John Fitzgerald

Personal information
- Full name: John Fitzgerald
- Date of birth: 10 February 1984 (age 41)
- Place of birth: Cabinteely, Dublin, Ireland
- Height: 6 ft 2 in (1.88 m)
- Position(s): Centre back

Youth career
- St. Joseph's Boys
- 2000–2002: Blackburn Rovers

Senior career*
- Years: Team / Apps / (Gls)
- 2002–2005: Blackburn Rovers / 0 / (0)
- 2005–2007: Bury / 64 / (3)
- 2007–2008: Galway United / 43 / (2)
- 2009: Melbourne Knights / 19 / (1)
- 2010: Oakleigh Cannons / 17 / (2)
- 2012: Southern Stars / 12 / (1)
- 2013: South Springvale / 13 / (1)
- 2015: St Kilda SC / 9 / (3)

International career
- 2000: Republic of Ireland U16 / 1 / (0)
- Republic of Ireland U21 / 14 / (1)

= John Fitzgerald (footballer) =

Irish footballer

John Fitzgerald (born 10 February 1984) was an Irish footballer.

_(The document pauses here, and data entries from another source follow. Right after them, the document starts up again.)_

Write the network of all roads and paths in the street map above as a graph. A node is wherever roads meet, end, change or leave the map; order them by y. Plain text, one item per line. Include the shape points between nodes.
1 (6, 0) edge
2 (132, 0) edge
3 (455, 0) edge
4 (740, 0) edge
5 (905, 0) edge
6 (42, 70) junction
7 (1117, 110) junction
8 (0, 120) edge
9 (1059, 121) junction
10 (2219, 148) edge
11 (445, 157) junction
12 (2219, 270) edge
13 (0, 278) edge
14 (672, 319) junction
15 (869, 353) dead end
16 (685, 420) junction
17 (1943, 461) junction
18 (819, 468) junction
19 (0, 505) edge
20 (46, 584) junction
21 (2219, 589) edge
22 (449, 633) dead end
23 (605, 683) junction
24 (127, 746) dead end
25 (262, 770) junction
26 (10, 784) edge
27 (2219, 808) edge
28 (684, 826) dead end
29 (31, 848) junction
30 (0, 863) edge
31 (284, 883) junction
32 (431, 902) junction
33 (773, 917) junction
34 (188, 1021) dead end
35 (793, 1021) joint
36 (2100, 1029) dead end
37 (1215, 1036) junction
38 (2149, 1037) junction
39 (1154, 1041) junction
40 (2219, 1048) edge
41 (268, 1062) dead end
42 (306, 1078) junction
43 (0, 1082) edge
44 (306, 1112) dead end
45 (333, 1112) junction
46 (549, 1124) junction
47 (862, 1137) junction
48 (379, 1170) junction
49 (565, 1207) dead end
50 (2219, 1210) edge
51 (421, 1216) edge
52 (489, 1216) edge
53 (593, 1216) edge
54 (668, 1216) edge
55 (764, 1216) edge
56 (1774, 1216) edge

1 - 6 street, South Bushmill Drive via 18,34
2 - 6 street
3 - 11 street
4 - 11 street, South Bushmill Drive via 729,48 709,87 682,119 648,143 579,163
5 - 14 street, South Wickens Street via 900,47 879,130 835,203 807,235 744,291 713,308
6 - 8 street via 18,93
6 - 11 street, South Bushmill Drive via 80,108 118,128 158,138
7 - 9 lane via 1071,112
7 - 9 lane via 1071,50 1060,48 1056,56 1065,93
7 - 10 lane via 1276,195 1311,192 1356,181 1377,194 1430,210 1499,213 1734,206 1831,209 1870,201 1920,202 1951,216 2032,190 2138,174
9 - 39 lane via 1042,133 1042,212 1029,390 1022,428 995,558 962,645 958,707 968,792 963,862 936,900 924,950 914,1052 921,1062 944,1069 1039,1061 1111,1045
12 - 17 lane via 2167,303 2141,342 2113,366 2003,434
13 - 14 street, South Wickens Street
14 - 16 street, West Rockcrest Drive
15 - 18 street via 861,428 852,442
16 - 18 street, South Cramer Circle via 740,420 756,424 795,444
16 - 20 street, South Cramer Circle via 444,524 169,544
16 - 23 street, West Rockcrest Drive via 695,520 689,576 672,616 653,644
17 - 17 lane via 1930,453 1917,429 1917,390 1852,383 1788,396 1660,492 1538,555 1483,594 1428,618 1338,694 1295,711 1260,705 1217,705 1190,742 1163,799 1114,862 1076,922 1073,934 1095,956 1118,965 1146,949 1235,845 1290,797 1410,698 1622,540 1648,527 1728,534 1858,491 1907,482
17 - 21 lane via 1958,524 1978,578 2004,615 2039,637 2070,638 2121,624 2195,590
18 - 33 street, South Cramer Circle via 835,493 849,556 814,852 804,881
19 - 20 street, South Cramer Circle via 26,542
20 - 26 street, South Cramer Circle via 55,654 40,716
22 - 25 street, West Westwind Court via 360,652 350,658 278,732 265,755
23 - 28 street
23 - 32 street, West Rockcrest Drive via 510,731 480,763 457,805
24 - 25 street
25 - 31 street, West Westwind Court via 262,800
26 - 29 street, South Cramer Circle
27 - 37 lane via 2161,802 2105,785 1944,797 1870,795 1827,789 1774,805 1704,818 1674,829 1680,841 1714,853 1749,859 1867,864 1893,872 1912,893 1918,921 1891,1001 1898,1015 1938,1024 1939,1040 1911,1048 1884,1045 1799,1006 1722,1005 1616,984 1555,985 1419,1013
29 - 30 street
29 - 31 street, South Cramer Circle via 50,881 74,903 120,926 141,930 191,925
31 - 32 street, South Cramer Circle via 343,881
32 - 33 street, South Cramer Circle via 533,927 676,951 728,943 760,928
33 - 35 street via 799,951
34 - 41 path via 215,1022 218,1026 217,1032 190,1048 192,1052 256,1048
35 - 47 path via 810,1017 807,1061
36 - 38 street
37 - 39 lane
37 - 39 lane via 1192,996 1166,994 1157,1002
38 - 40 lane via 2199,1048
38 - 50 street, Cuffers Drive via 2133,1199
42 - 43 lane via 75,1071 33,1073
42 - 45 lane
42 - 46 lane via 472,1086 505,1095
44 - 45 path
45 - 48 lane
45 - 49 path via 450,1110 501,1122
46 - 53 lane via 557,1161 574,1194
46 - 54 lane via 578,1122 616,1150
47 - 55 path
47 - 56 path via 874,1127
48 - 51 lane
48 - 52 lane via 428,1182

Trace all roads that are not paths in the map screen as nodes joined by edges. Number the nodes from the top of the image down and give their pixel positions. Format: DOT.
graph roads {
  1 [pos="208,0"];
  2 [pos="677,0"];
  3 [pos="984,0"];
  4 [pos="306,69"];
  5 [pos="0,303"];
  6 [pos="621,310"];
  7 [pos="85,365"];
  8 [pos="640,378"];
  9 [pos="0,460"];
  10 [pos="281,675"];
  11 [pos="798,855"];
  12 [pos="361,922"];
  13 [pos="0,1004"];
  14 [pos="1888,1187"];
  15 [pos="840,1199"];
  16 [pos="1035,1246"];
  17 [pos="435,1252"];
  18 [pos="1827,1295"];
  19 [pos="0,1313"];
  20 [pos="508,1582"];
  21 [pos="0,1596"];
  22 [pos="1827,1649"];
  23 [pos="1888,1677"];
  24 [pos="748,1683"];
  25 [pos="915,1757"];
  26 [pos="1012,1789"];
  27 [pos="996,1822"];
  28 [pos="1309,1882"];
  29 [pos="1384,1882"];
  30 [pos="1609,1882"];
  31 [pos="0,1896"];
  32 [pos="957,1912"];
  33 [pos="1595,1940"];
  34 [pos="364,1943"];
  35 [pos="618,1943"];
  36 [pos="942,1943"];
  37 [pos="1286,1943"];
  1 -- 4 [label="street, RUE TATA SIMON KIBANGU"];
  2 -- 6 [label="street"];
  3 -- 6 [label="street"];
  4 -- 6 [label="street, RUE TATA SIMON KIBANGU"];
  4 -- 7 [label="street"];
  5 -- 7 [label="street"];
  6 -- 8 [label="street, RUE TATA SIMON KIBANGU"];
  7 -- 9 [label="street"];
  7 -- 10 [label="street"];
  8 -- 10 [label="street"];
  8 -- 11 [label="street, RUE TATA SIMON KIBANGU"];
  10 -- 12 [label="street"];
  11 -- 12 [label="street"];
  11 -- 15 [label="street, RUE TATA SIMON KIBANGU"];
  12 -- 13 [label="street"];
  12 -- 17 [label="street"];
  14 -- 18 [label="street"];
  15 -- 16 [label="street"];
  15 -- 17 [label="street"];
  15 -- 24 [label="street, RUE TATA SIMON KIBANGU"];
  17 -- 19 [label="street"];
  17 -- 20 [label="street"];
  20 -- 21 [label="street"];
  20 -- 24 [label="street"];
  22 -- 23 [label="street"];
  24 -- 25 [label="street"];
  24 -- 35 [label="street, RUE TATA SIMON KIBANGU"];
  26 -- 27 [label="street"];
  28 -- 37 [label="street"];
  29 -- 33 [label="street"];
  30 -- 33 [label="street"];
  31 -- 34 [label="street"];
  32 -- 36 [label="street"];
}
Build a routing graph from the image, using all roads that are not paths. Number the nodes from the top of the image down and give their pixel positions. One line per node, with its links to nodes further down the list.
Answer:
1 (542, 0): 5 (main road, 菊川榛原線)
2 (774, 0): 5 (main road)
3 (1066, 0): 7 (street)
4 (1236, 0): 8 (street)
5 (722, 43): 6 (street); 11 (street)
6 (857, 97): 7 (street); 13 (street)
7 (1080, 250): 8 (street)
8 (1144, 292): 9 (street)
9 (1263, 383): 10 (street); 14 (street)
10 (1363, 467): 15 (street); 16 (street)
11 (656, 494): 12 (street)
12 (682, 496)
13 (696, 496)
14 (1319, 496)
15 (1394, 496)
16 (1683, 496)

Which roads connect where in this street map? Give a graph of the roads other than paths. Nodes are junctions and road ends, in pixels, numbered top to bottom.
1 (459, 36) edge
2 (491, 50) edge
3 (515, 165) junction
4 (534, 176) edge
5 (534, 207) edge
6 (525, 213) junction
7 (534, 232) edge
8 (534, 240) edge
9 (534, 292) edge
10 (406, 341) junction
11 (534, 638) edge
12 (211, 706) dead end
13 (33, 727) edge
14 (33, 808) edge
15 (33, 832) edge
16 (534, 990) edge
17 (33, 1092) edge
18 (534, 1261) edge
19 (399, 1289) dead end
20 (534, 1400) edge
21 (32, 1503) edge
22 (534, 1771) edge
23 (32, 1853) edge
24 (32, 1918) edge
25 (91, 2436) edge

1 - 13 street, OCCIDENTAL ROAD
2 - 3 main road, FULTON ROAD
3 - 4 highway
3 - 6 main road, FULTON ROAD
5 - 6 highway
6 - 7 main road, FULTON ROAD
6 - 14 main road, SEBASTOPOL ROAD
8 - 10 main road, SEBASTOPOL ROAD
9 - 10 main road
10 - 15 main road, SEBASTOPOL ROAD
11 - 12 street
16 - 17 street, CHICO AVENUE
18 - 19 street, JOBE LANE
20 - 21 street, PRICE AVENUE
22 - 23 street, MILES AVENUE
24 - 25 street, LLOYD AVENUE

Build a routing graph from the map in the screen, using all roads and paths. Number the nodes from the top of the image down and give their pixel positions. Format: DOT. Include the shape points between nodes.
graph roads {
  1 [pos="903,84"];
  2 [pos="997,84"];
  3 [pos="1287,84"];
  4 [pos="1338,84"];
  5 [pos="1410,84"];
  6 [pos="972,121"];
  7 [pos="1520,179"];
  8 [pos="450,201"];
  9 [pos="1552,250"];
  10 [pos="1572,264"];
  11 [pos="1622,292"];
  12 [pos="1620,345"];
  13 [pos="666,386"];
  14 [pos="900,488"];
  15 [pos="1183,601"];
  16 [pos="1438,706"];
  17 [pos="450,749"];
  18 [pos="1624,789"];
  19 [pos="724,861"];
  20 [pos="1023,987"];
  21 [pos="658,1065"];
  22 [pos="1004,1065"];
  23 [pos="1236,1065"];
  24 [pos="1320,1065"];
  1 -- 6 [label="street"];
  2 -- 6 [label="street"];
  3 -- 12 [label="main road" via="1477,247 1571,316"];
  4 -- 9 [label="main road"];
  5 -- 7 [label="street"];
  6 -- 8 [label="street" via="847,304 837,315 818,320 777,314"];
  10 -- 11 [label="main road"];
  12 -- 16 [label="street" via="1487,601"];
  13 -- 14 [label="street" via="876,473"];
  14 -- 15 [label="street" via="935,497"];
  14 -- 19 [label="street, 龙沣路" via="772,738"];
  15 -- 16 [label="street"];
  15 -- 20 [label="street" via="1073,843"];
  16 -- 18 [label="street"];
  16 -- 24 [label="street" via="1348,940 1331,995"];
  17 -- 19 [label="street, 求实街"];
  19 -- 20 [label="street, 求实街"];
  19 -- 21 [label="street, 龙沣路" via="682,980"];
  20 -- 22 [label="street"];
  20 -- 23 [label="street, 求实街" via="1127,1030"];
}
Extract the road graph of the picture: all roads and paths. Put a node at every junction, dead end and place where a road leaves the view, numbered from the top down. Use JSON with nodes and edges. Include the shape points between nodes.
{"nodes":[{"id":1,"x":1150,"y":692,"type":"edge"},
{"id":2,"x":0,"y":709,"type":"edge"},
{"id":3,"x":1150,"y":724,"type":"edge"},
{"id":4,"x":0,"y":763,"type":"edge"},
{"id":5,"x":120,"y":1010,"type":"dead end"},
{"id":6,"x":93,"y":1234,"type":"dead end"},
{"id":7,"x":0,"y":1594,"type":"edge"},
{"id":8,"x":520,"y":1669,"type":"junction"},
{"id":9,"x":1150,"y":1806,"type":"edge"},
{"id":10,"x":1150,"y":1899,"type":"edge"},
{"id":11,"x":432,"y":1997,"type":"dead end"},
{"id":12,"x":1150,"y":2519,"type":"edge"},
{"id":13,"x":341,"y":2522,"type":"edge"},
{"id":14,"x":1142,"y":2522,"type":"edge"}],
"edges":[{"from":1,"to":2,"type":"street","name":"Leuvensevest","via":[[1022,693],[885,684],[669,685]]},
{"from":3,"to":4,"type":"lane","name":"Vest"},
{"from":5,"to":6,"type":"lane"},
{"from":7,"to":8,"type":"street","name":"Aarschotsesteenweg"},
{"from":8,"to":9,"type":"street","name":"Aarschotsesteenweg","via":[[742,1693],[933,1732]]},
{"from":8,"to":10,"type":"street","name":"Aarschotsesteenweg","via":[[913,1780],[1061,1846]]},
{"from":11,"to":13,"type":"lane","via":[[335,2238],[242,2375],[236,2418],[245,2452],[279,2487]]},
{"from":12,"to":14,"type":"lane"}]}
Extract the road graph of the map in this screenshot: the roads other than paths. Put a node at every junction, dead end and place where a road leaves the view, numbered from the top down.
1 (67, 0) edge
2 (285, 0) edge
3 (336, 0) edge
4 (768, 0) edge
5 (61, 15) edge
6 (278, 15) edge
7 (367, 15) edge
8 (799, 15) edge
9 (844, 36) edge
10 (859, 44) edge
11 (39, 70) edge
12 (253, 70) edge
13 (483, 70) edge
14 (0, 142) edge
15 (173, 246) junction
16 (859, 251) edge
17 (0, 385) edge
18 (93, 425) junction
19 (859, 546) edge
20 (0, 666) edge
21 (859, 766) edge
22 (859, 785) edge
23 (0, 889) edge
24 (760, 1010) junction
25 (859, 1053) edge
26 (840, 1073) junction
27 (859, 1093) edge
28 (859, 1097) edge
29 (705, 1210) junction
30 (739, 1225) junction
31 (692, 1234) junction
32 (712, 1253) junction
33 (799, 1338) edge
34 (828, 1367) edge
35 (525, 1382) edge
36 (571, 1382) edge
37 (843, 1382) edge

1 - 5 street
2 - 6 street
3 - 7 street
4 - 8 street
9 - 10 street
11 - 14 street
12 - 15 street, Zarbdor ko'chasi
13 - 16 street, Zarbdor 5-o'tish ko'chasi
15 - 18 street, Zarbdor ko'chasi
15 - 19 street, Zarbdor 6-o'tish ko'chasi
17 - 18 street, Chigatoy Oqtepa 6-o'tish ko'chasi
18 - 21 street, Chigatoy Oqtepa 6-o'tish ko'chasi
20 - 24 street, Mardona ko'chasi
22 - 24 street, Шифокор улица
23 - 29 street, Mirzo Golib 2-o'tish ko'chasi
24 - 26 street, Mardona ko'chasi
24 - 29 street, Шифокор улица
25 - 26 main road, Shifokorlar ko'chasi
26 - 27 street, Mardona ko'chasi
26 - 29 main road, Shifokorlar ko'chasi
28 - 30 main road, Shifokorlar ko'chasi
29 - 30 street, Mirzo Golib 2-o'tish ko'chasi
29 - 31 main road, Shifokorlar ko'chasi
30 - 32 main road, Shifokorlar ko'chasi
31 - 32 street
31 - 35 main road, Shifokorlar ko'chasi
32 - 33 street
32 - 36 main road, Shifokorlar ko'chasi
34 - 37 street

Fitzgerald started his career with Park Celtic. He later moved to St. Josephs Boys and then Blackburn Rovers. He represented Republic of Ireland Under-20 team at the 2003 FIFA World Youth Championship.
He joined Galway United from Bury.

Fitzgerald captained Galway United on several occasions.